En ese mamporrerismo se incluyen afirmaciones tales como todos los hombres son potenciales agresores; todo lo que nos rodea es patriarcal; todas somos víctimas; la prostitución y la pornografía son máximas culminaciones de la violencia machista; el origen de la violencia es patriarcal; la sexualidad es masculina y sirve a los hombres; el género se construye y no hay nada biológico en él, y un largo etcétera de mandamientos que son asumidos sin ningún cuestionamiento.
Ana León Mejía señala en la crítica del libro de Blanco lo siguiente:
"Como afirma la autora, citar nuestra herencia animal y cómo influye en nuestra psicología es para las radicales anatema, y yo diría que el suyo es un ejercicio ciego e irresponsable.
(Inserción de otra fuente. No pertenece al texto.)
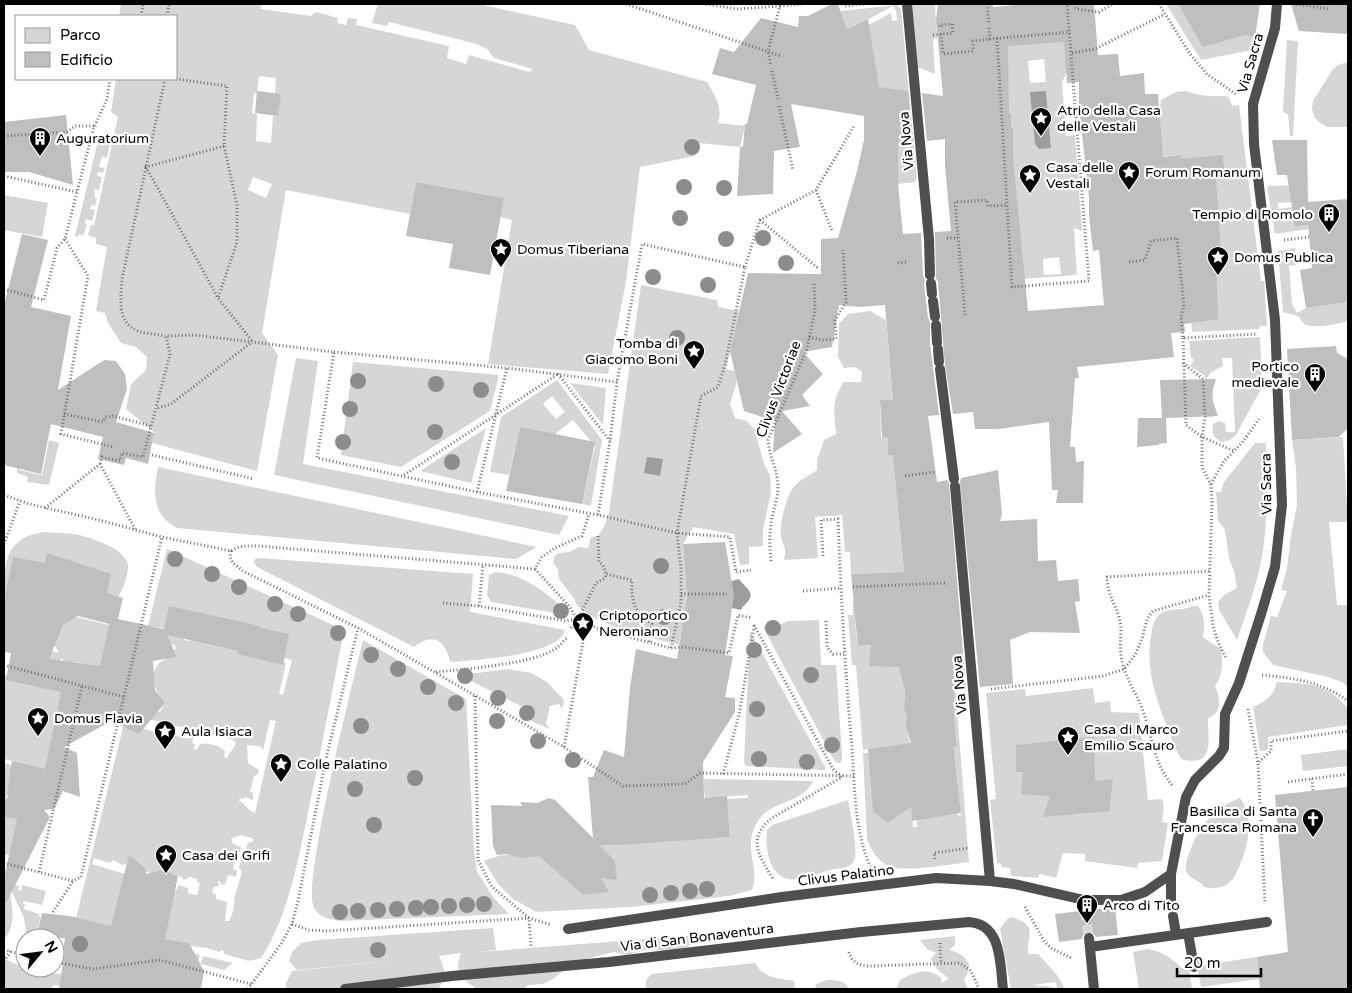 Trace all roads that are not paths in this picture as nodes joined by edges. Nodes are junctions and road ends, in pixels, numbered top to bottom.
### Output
1 (907, 4) edge
2 (1276, 4) edge
3 (1171, 874) junction
4 (990, 881) junction
5 (1171, 900) dead end
6 (1173, 916) dead end
7 (1267, 922) dead end
8 (568, 929) road end
9 (1188, 933) junction
10 (1176, 934) junction
11 (1194, 967) dead end
12 (345, 989) edge
13 (1003, 989) edge
14 (1094, 989) edge

1 - 4 street, Via Nova
2 - 3 street, Via Sacra
3 - 4 street, Clivus Palatino
3 - 5 street, Via Sacra
4 - 8 street, Clivus Palatino
6 - 10 street
7 - 9 street
9 - 10 street
9 - 11 street
10 - 14 street
12 - 13 street, Via di San Bonaventura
Irresponsable porque, si no conocemos cómo somos, difícilmente podremos intervenir sobre esa naturaleza. Una naturaleza que es bio y psicosocial (las tres cosas a la vez) y que es mal entendida por quienes critican este concepto.[…] Es decir, nacemos hombres y mujeres, mal que le pese a Simone de Beauvoir, pero qué clase de hombres y mujeres seremos depende finalmente de muchos factores, tanto genéticos como ambientales".
La prueba de que la radicalidad feminista tiene espíritu censor está en la casi total ausencia en la esfera pública de datos comparativos acerca del feminicidio
Por otro lado, las relaciones siempre complejas y multidimensionales entre hombres y mujeres quedan reducidas dentro de ese pensamiento políticamente correcto, tan simple como agresivo, a un concepto multiuso: el heteropatriarcado, con lo cual se niega la complejidad y, de paso, anula cualquier posible reforma que elimine las aún existentes diferencias sociales por razón del sexo.
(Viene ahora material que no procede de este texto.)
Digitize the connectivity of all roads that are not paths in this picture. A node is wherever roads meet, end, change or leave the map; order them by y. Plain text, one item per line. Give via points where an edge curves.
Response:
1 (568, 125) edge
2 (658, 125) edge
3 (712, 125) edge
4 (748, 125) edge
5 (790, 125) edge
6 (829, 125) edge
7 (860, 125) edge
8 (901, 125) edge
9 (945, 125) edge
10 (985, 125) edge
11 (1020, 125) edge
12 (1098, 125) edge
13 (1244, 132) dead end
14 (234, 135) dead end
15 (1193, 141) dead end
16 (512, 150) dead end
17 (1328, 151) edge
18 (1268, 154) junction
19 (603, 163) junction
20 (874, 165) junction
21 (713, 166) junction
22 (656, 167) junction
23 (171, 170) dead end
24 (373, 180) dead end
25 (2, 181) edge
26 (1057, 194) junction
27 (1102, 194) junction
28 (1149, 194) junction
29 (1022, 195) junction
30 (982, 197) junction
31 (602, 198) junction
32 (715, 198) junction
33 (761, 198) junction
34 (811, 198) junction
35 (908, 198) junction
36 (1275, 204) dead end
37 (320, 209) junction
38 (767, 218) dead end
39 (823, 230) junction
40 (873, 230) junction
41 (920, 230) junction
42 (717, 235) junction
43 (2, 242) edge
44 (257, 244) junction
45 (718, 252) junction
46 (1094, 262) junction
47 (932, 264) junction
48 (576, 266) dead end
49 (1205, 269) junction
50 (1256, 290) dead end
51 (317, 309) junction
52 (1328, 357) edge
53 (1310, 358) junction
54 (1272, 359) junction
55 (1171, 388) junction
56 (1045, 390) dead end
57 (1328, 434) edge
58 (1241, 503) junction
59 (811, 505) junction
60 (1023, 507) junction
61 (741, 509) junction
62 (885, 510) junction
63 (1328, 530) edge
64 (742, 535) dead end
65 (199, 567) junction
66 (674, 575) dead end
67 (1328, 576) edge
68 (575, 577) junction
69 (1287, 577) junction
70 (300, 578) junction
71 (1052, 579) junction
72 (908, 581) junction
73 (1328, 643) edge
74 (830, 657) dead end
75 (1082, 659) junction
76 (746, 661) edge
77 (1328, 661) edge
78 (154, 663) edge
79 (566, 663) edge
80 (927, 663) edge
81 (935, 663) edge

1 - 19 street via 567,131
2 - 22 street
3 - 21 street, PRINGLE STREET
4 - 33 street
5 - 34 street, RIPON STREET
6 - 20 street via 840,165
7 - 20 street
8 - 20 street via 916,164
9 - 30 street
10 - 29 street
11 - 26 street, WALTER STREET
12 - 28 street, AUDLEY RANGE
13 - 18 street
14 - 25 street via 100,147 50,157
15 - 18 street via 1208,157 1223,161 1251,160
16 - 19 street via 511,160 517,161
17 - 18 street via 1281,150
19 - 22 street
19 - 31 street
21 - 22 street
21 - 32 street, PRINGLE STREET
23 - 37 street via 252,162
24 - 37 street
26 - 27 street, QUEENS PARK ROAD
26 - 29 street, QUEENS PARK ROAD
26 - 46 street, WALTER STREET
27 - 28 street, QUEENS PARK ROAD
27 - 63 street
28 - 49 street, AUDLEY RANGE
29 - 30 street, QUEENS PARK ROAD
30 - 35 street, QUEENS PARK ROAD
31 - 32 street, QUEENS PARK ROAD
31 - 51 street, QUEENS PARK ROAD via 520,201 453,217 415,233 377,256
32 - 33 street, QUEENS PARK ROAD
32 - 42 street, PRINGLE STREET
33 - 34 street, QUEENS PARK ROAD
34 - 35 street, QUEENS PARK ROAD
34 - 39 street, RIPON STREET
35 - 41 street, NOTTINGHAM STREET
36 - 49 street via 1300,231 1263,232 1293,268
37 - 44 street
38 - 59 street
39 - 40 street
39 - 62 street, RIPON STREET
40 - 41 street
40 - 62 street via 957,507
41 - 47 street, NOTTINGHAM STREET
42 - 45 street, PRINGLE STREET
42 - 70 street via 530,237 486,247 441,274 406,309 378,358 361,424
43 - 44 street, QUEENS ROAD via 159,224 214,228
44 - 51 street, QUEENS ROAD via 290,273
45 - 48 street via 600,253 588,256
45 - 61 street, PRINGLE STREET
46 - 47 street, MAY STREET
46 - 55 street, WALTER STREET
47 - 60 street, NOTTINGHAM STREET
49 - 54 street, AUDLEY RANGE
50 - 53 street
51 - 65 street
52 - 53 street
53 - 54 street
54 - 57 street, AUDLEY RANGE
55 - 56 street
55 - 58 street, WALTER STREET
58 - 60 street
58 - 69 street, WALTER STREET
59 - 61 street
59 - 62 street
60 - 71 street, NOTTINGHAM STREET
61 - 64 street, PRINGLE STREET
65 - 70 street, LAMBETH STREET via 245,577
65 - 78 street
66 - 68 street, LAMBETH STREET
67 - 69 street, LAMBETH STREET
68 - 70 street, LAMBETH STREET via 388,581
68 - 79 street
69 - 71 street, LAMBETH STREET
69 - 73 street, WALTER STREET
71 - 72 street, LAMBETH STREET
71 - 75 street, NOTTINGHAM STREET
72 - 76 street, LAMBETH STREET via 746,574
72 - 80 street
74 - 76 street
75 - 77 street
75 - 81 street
Para quien esto escribe, la prueba de que la radicalidad feminista tiene espíritu censor está, por ejemplo, en la casi total ausencia en la esfera pública de datos comparativos acerca del feminicidio. Veamos por qué: la tasa de feminicidios en España fue en el año 2016 de 5,2 por millón de habitantes, mientras que en la UE fue más del doble, concretamente de 11,7 (en EEUU, 39,6).
El periodista Manuel Llamasnos ha recordado que una encuesta de la UE referida al año 2012 decía que un 20% (lo que no es poco) de las españolas mayores de 15 años declaró haber sufrido alguna vez ataques físicos (incluyendo agarrones o empujones) o sexuales (el 6% dentro de ese 20%), pero ese veinte por ciento está muy por debajo de la media en la UE (33%). Por otro lado, el 11% de las españolas tienen miedo a ser agredidas, mientras que en la UE esa proporción sube al 21%, casi el doble.
Y para qué hablar del auténtico agobio exigiendo el uso antiestético y antigramatical de la duplicidad del género (“vascos y vascas”, “miembros y miembras”) que, careciendo de argumento alguno,ya ha conseguido que así se expresen políticos de toda condición y laya.